Electronic case reporting of STIs: Are non-existent codes the reason for missing information?

How to Cite

Snare, C., Altamore, R., Simon, J., Peifer, K., Stark, M., & Karras, B. (2018). Electronic case reporting of STIs: Are non-existent codes the reason for missing information?. Online Journal of Public Health Informatics, 10(1). https://doi.org/10.5210/ojphi.v10i1.8359



Previous research identified data gaps between traditional paper-based STI notifiable condition reporting and pilot electronic initial case reporting (eICR) relying on Continuity of Care Documents (CCDs) exported from our clinical partner’s electronic health record (EHR) software.1 Structured data capture is needed for automatic processing of eICR data imported into public health repositories and surveillance systems, similar to electronic laboratory reporting (ELR). Coding data gaps (between paper and electronic case reports) using standardized vocabularies will allow integration of additional questions into EHR or other data collection systems and may allow creation of standard Clinical Data Architecture (CDA) templates, Logical Observation Identifiers Names and Codes (LOINC) panels, or Fast Healthcare Interoperability Resources (FHIR) resources. Furthermore, identifying data gaps can inform improvements to other standards including nationwide standardization efforts for notifiable conditions.


Under the CDC STD Surveillance Network (SSuN) Part B grant, WA DOH is testing eICR of sexually transmitted infections (STI) with a clinical partner. Existing standard vocabulary codes were identified to represent previously-identified information gaps, or the need for new codes or concepts was identified.


 In prior work, CCDs were securely received from our clinical partner and then analyzed for gaps compared to the existing paper-based STI case reporting form.1 Now, codes associated with gap concepts were identified in standard vocabularies such as LOINC and SNOMED CT. Standards were searched using online browsers offered by the standards development organizations (SDO) to identify potential codes, which were reviewed with public health epidemiologists and clinicians. Gaps were listed, and wording and intent was compared to standard codes including accessory information found in the SDO browsers and a final table of recommended codes was produced.

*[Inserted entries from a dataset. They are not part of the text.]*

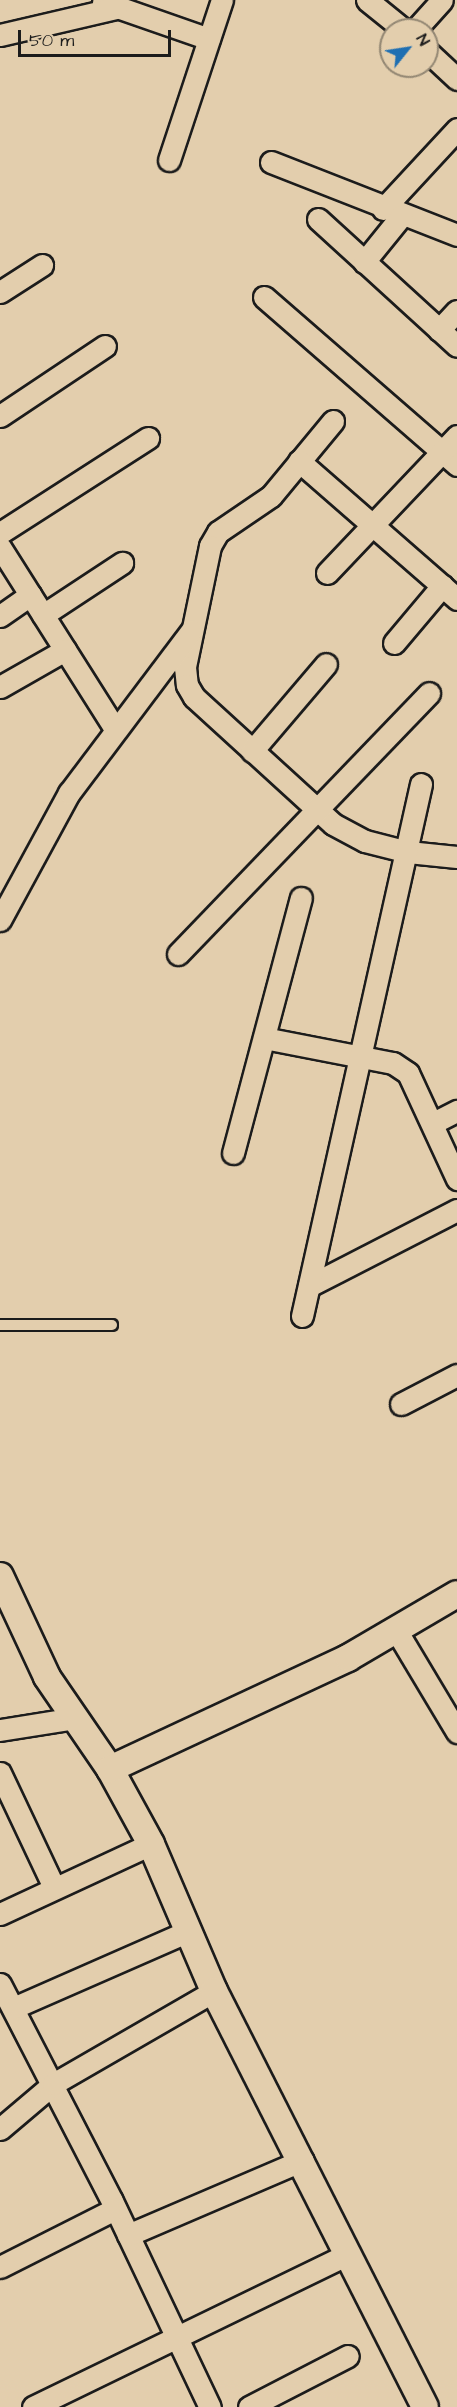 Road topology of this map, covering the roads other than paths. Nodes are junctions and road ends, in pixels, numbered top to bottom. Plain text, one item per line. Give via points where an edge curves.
1 (222, 0) edge
2 (367, 0) edge
3 (442, 0) edge
4 (108, 4) edge
5 (389, 18) edge
6 (426, 18) edge
7 (0, 35) edge
8 (208, 39) junction
9 (439, 62) edge
10 (457, 79) edge
11 (457, 129) edge
12 (169, 160) dead end
13 (271, 162) dead end
14 (392, 212) junction
15 (318, 219) dead end
16 (457, 235) edge
17 (364, 262) junction
18 (42, 266) dead end
19 (0, 292) edge
20 (264, 297) dead end
21 (457, 311) edge
22 (439, 330) junction
23 (105, 346) dead end
24 (457, 346) edge
25 (0, 416) edge
26 (333, 421) dead end
27 (148, 438) dead end
28 (452, 451) edge
29 (299, 462) junction
30 (374, 527) junction
31 (0, 533) edge
32 (0, 547) edge
33 (122, 563) dead end
34 (327, 573) dead end
35 (449, 592) edge
36 (30, 595) junction
37 (43, 615) junction
38 (0, 616) edge
39 (193, 628) junction
40 (394, 643) dead end
41 (65, 650) junction
42 (326, 664) dead end
43 (0, 687) edge
44 (429, 693) dead end
45 (115, 729) junction
46 (252, 751) junction
47 (422, 784) dead end
48 (317, 810) junction
49 (408, 852) junction
50 (457, 857) edge
51 (301, 898) dead end
52 (0, 920) edge
53 (178, 954) dead end
54 (264, 1038) junction
55 (361, 1056) junction
56 (457, 1111) edge
57 (433, 1123) junction
58 (233, 1153) dead end
59 (457, 1179) edge
60 (457, 1210) edge
61 (309, 1286) junction
62 (302, 1316) dead end
63 (0, 1325) edge
64 (112, 1325) dead end
65 (457, 1375) edge
66 (401, 1404) dead end
67 (0, 1582) edge
68 (457, 1594) edge
69 (396, 1630) junction
70 (76, 1718) junction
71 (0, 1730) edge
72 (457, 1732) edge
73 (110, 1770) junction
74 (0, 1773) edge
75 (151, 1844) junction
76 (54, 1887) junction
77 (0, 1914) edge
78 (186, 1932) junction
79 (0, 1984) edge
80 (214, 1991) junction
81 (13, 2008) junction
82 (53, 2084) junction
83 (0, 2129) edge
84 (303, 2160) junction
85 (115, 2209) junction
86 (128, 2235) junction
87 (348, 2254) junction
88 (0, 2267) edge
89 (176, 2337) junction
90 (348, 2356) dead end
91 (33, 2407) edge
92 (210, 2407) edge
93 (249, 2407) edge
94 (425, 2407) edge

1 - 8 street
2 - 5 street
3 - 6 street
4 - 7 street
4 - 8 street
8 - 12 street
9 - 10 street
11 - 14 street
13 - 14 street
14 - 16 street
14 - 17 street
15 - 17 street
17 - 22 street
18 - 19 street
20 - 28 street
21 - 22 street
22 - 24 street
23 - 25 street
26 - 29 street
27 - 31 street
28 - 30 street
29 - 30 street
29 - 39 street via 259,506 218,532 210,546
30 - 34 street
30 - 35 street
32 - 36 street
33 - 37 street
35 - 40 street
36 - 37 street
36 - 38 street
37 - 41 street
39 - 45 street
39 - 46 street via 185,668 187,685 194,697
41 - 43 street
41 - 45 street
42 - 46 street
44 - 48 street
45 - 52 street via 69,793
46 - 48 street
47 - 49 street
48 - 49 street via 346,833
48 - 53 street
49 - 50 street
49 - 55 street
51 - 54 street
54 - 55 street
54 - 58 street
55 - 57 street via 393,1063 408,1073
55 - 61 street
56 - 57 street
57 - 59 street
60 - 61 street
61 - 62 street
63 - 64 lane
65 - 66 street
67 - 70 street via 47,1677
68 - 69 street
69 - 72 street
69 - 73 street via 309,1676
70 - 71 street
70 - 73 street
73 - 75 street
74 - 76 street
75 - 76 street
75 - 78 street
76 - 77 street
78 - 80 street
78 - 81 street
79 - 81 street
80 - 82 street
80 - 84 street
81 - 82 street
82 - 83 street
82 - 85 street
84 - 86 street
84 - 87 street
85 - 86 street
85 - 88 street
86 - 89 street
87 - 89 street
87 - 94 street
89 - 91 street
89 - 92 street
90 - 93 street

Acceptable congruity between currently used case reporting questions and coded vocabularies was found for the majority of data gaps previously identified. Where data need was incongruous with standard coded vocabularies, new codes or concepts could be proposed to the SDO.
Pregnancy status is often missing from CDA documents but is well-conceptualized in both LOINC and SNOMED CT systems under several codes, including any current laboratory tests for pregnancy. HIV status is similarly well-conceptualized in both LOINC and SNOMED CT both as a problem list item well as thru a variety of laboratory tests. However, problem list EHR models lack standard inclusion of date of last HIV test or dates of current pregnancy as an associated coded data element which is desirable for public health.
Information about the case patient’s sexual partners, need for partner STI treatment, and partner treatment completed is lacking in standard CCD documents.1 Number of current sexual partners [requiring treatment] – has a SNOMED-CT code, but lacks a match in LOINC coding system. This gap identified the need for exploration of how information about sexual partners can best be represented in interoperability artifacts, including the most useful division of information content between the information model and the standard terminology. Needed concept could resemble ‘record target’ found in HL7 version 3.0 and would allow data to be provided without specifying additional codes. Exploration of information model options or new codes is recommended.
Many codes are possible for site of infection and specific symptoms but the overall concepts of ‘symptomatic infection’ and ‘site of infection’ as coded elements would need to be added.


This coded element gap analysis found that most information requested in an STI case report can be found in a CCD. Gaps can be addressed by using existing standard terms except for concepts about sexual partners that might be better addressed by exploring the information model rather than through the addition of standard codes. Standards use will facilitate complete case reporting using CDA or FIHR, for example, within a ‘blue button’ or other system with functionality for exchanging additional information about notifiable condition case patients. Collaboration with clinicians, public health practitioners, informaticians, and EHR vendors in will help determine how these concepts might best be modeled. Understanding data gaps involves working closely with a broad range of stakeholders, to understand why gaps exist and how well proposed solutions will meet stakeholder needs.